0

I get an OOM in Java 19 even with 8GB if I do this:

IntStream
.iterate(0, i -> i + 1)
.skip(2)
.limit(10_000_000)
.filter(i -> checkSum(i) <= 20)
.parallel()
.count();

However, I don't get any OOM if I omit skip(2):

IntStream
.iterate(0, i -> i + 1)
//.skip(2)
.limit(10_000_000)
.filter(i -> checkSum(i) <= 20)
.parallel()
.count();

where checksum(...) is

public static long checkSum(long n) {
    long result = 0;
    long remaining = n;
    while (0 < remaining) {
        long remainder = remaining % 10;
        result += remainder;
        remaining = (remaining - remainder) / 10;
    }
    return result;
}

Why does skip() in this parallel stream expression in Java 19 cause an OOM even with 8GB?

I know I should use range(...) instead of iterate()+limit() with or without skip(). However, that doesn't answer me this question. I would like to understand what's the issue here.

mmirwaldt
  • 843
  • 7
  • 17
  • Order of operations is important. Move the `skip(2)` down a line, and it will work. – Turing85 Jan 05 '23 at 00:57
  • If you do not want to use `.range(...)` (because maybe the number you want are irregular), you can `limit` already on the `iterate`: `....iterate(0, i -> i < 10_000_002, i -> i + 1)...` – Turing85 Jan 05 '23 at 01:04
  • I know the order is important. And yes, it works if skip() comes AFTER limit() even if it changes the result a bit here.
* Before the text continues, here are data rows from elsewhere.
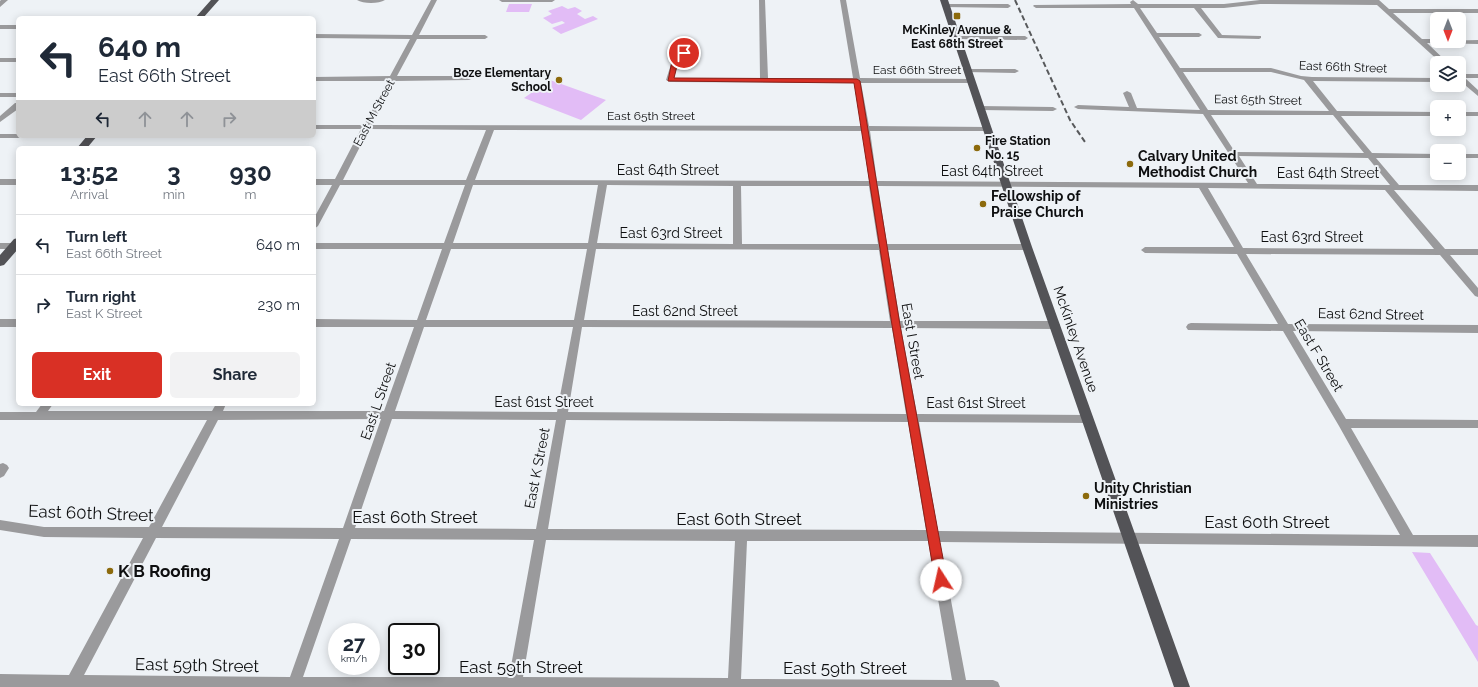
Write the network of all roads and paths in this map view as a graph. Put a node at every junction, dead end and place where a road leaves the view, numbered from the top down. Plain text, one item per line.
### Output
1 (5, 0) edge
2 (215, 0) edge
3 (360, 0) edge
4 (382, 0) edge
5 (434, 0) edge
6 (502, 0) edge
7 (538, 0) edge
8 (552, 0) edge
9 (762, 0) edge
10 (843, 0) edge
11 (1259, 1) edge
12 (1376, 1) edge
13 (945, 3) edge
14 (1133, 3) edge
15 (0, 5) edge
16 (1008, 6) dead end
17 (1036, 6) dead end
18 (1196, 6) junction
19 (1387, 11) junction
20 (1478, 11) edge
21 (201, 16) edge
22 (0, 27) edge
23 (16, 27) edge
24 (1155, 35) junction
25 (1199, 35) dead end
26 (316, 36) edge
27 (414, 37) junction
28 (485, 37) dead end
29 (1259, 37) dead end
30 (957, 38) junction
31 (1025, 38) dead end
32 (1421, 41) junction
33 (1478, 42) edge
34 (684, 53) dead end
35 (1437, 56) edge
36 (0, 60) edge
37 (16, 60) edge
38 (1177, 70) junction
39 (1015, 71) dead end
40 (970, 76) junction
41 (1478, 76) edge
42 (1466, 77) edge
43 (468, 78) dead end
44 (316, 79) edge
45 (392, 79) junction
46 (1307, 79) junction
47 (764, 80) junction
48 (1430, 80) edge
49 (857, 81) junction
50 (1466, 83) edge
51 (1127, 93) dead end
52 (1478, 94) edge
53 (0, 95) edge
54 (16, 95) edge
55 (16, 107) edge
56 (1078, 107) dead end
57 (981, 108) junction
58 (1053, 109) dead end
59 (1134, 110) junction
60 (1206, 112) junction
61 (1334, 113) junction
62 (1430, 114) edge
63 (1466, 114) edge
64 (1478, 114) edge
65 (0, 120) edge
66 (316, 127) edge
67 (367, 128) junction
68 (491, 128) junction
69 (865, 129) junction
70 (988, 129) junction
71 (0, 136) edge
72 (16, 136) edge
73 (90, 138) edge
74 (84, 146) edge
75 (1233, 154) junction
76 (1370, 155) junction
77 (1430, 156) edge
78 (1466, 156) edge
79 (1478, 156) edge
80 (0, 182) edge
81 (16, 182) edge
82 (316, 182) edge
83 (337, 182) junction
84 (470, 183) junction
85 (603, 183) junction
86 (737, 184) junction
87 (873, 184) junction
88 (1006, 184) junction
89 (1202, 186) junction
90 (1254, 186) junction
91 (1392, 187) junction
92 (1478, 188) edge
93 (316, 222) edge
94 (16, 245) edge
95 (0, 246) edge
96 (16, 246) edge
97 (316, 246) edge
98 (447, 246) junction
99 (738, 247) junction
100 (883, 247) junction
101 (1027, 247) junction
102 (592, 248) junction
103 (1145, 250) dead end
104 (1241, 250) junction
105 (1442, 252) junction
106 (1478, 252) edge
107 (0, 262) edge
108 (1478, 294) edge
109 (0, 323) edge
110 (16, 323) edge
111 (316, 324) edge
112 (421, 324) junction
113 (578, 324) junction
114 (896, 325) junction
115 (1055, 326) junction
116 (1191, 327) dead end
117 (1285, 328) junction
118 (1478, 329) edge
119 (46, 406) edge
120 (220, 406) edge
121 (216, 415) junction
122 (389, 415) junction
123 (0, 416) edge
124 (39, 416) junction
125 (562, 417) junction
126 (913, 418) junction
127 (1088, 418) junction
128 (1343, 423) junction
129 (1478, 424) edge
130 (0, 525) edge
131 (154, 532) junction
132 (347, 534) junction
133 (540, 535) junction
134 (740, 536) junction
135 (933, 536) junction
136 (1130, 538) junction
137 (1408, 540) junction
138 (1478, 541) edge
139 (0, 681) edge
140 (72, 684) edge
141 (294, 684) junction
142 (515, 686) edge
143 (734, 686) edge
144 (960, 687) edge
145 (993, 687) edge
146 (1182, 687) edge

1 - 15 street
2 - 21 main road
3 - 4 street
5 - 27 street, East M Street
6 - 7 street
7 - 8 street
9 - 47 street
10 - 49 street, East I Street
11 - 12 street
11 - 18 street
12 - 19 street
13 - 16 street
13 - 30 main road, McKinley Avenue
14 - 17 street
14 - 18 street
14 - 24 street
18 - 29 street
19 - 20 street
19 - 32 street
22 - 23 street
24 - 25 street
24 - 38 street
26 - 27 street
27 - 28 street
27 - 45 street, East M Street
30 - 31 street
30 - 40 main road, McKinley Avenue
32 - 33 street
32 - 35 street
34 - 47 street, East 66th Street
36 - 37 street
38 - 46 street, East 66th Street
38 - 60 street
39 - 40 street, East 66th Street
40 - 49 street, East 66th Street
40 - 57 main road, McKinley Avenue
41 - 42 street
43 - 45 street
44 - 45 street
45 - 67 street, East M Street
46 - 48 street, East 66th Street
46 - 61 street
47 - 49 street, East 66th Street
49 - 69 street, East I Street
50 - 52 street
51 - 59 street
53 - 54 street
55 - 65 street
56 - 59 street, East 65th Street
57 - 58 street
57 - 70 main road, McKinley Avenue
59 - 60 street, East 65th Street
60 - 61 street, East 65th Street
60 - 75 street
61 - 62 street, East 65th Street
61 - 76 street
63 - 64 street
66 - 67 street, East 65th Street
67 - 68 street, East 65th Street
67 - 83 street, East M Street
68 - 69 street, East 65th Street
68 - 84 street, East L Street
69 - 70 street, East 65th Street
69 - 87 street, East I Street
70 - 88 main road, McKinley Avenue
71 - 72 street
73 - 74 main road
75 - 76 street
75 - 90 street
76 - 77 street
76 - 91 street
78 - 79 street
80 - 81 street
82 - 83 street, East 64th Street
83 - 84 street, East 64th Street
83 - 93 street, East M Street
84 - 85 street, East 64th Street
84 - 98 street, East L Street
85 - 86 street, East 64th Street
85 - 102 street, East K Street
86 - 87 street, East 64th Street
86 - 99 street
87 - 88 street, East 64th Street
87 - 100 street, East I Street
88 - 89 street, East 64th Street
88 - 101 main road, McKinley Avenue
89 - 90 street, East 64th Street
89 - 104 street, East F Street
90 - 91 street, East 64th Street
91 - 92 street, East 64th Street
91 - 105 street
94 - 95 street
96 - 107 main road
97 - 98 street, East 63rd Street
98 - 102 street, East 63rd Street
98 - 112 street, East L Street
99 - 100 street, East 63rd Street
99 - 102 street, East 63rd Street
100 - 101 street, East 63rd Street
100 - 114 street, East I Street
101 - 115 main road, McKinley Avenue
102 - 113 street, East K Street
103 - 104 street, East 63rd Street
104 - 105 street, East 63rd Street
104 - 117 street, East F Street
105 - 106 street, East 63rd Street
105 - 108 street
109 - 110 street
111 - 112 street, East 62nd Street
112 - 113 street, East 62nd Street
112 - 122 street, East L Street
113 - 114 street, East 62nd Street
113 - 125 street, East K Street
114 - 115 street, East 62nd Street
114 - 126 street, East I Street
115 - 127 main road, McKinley Avenue
116 - 117 street, East 62nd Street
117 - 118 street, East 62nd Street
117 - 128 street, East F Street
119 - 124 street
120 - 121 street
121 - 122 street, East 61st Street
121 - 124 street, East 61st Street
121 - 131 street
122 - 125 street, East 61st Street
122 - 132 street, East L Street
123 - 124 street, East 61st Street
125 - 126 street, East 61st Street
125 - 133 street, East K Street
126 - 127 street, East 61st Street
126 - 135 street, East I Street
127 - 136 main road, McKinley Avenue
128 - 129 street
128 - 137 street, East F Street
130 - 131 street, East 60th Street
131 - 132 street, East 60th Street
131 - 140 street
132 - 133 street, East 60th Street
132 - 141 street, East L Street
133 - 134 street, East 60th Street
133 - 142 street, East K Street
134 - 135 street, East 60th Street
134 - 143 street
135 - 136 street, East 60th Street
135 - 144 street, East I Street
136 - 137 street, East 60th Street
136 - 146 main road, McKinley Avenue
137 - 138 street, East 60th Street
139 - 140 street, East 59th Street
140 - 141 street, East 59th Street
141 - 142 street, East 59th Street
142 - 143 street, East 59th Street
143 - 144 street, East 59th Street
144 - 145 street, East 59th Street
However, I don't understand why skip() before limit() leads to a OOM. I would only have expected it hanging up. – mmirwaldt Jan 05 '23 at 01:05
  • Hmm... the behaviour seems only partially related to `skip(...)`. It is also influenced by `parallel()` (removing `....paralllel()...` also prevents the `Exception`).... – Turing85 Jan 05 '23 at 01:16
  • this seems pretty closely related: [Java 8, using .parallel in a stream causes OOM error](https://stackoverflow.com/questions/30825708/java-8-using-parallel-in-a-stream-causes-oom-error) – Turing85 Jan 05 '23 at 01:22

1 Answers1

2

skip() - is a stateful operation which guarantees that n first elements of the stream (with respect of the encounter order, if the stream is ordered) would be omitted.

It would be cheap in a sequential pipeline, but might be costful while running in parallel if the stream is ordered. Documentation warns about that and suggests loosening the constraint ordering if possible.

API Note:

While skip() is generally a cheap operation on sequential stream pipelines, it can be quite expensive on ordered parallel pipelines, especially for large values of n, since skip(n) is constrained to skip not just any n elements, but the first n elements in the encounter order. Using an unordered stream source (such as generate(Supplier)) or removing the ordering constraint with BaseStream.unordered() may result in significant speedups of skip() in parallel pipelines, if the semantics of your situation permit. If consistency with encounter order is required, and you are experiencing poor performance or memory utilization with skip() in parallel pipelines, switching to sequential execution with BaseStream.sequential() may improve performance.

Emphasis added

The following unordered Stream would run without issues (result of the stream execution might not be consistent because in unordered stream threads a free to discard any n elements, not n first):

IntStream
    .iterate(0, i -> i + 1)
    .unordered()
    .skip(2)
    .limit(10_000_000)
    .filter(i -> checkSum(i) <= 20)
    .parallel()
    .count();
Alexander Ivanchenko
  • 25,667
  • 5
  • 22
  • 46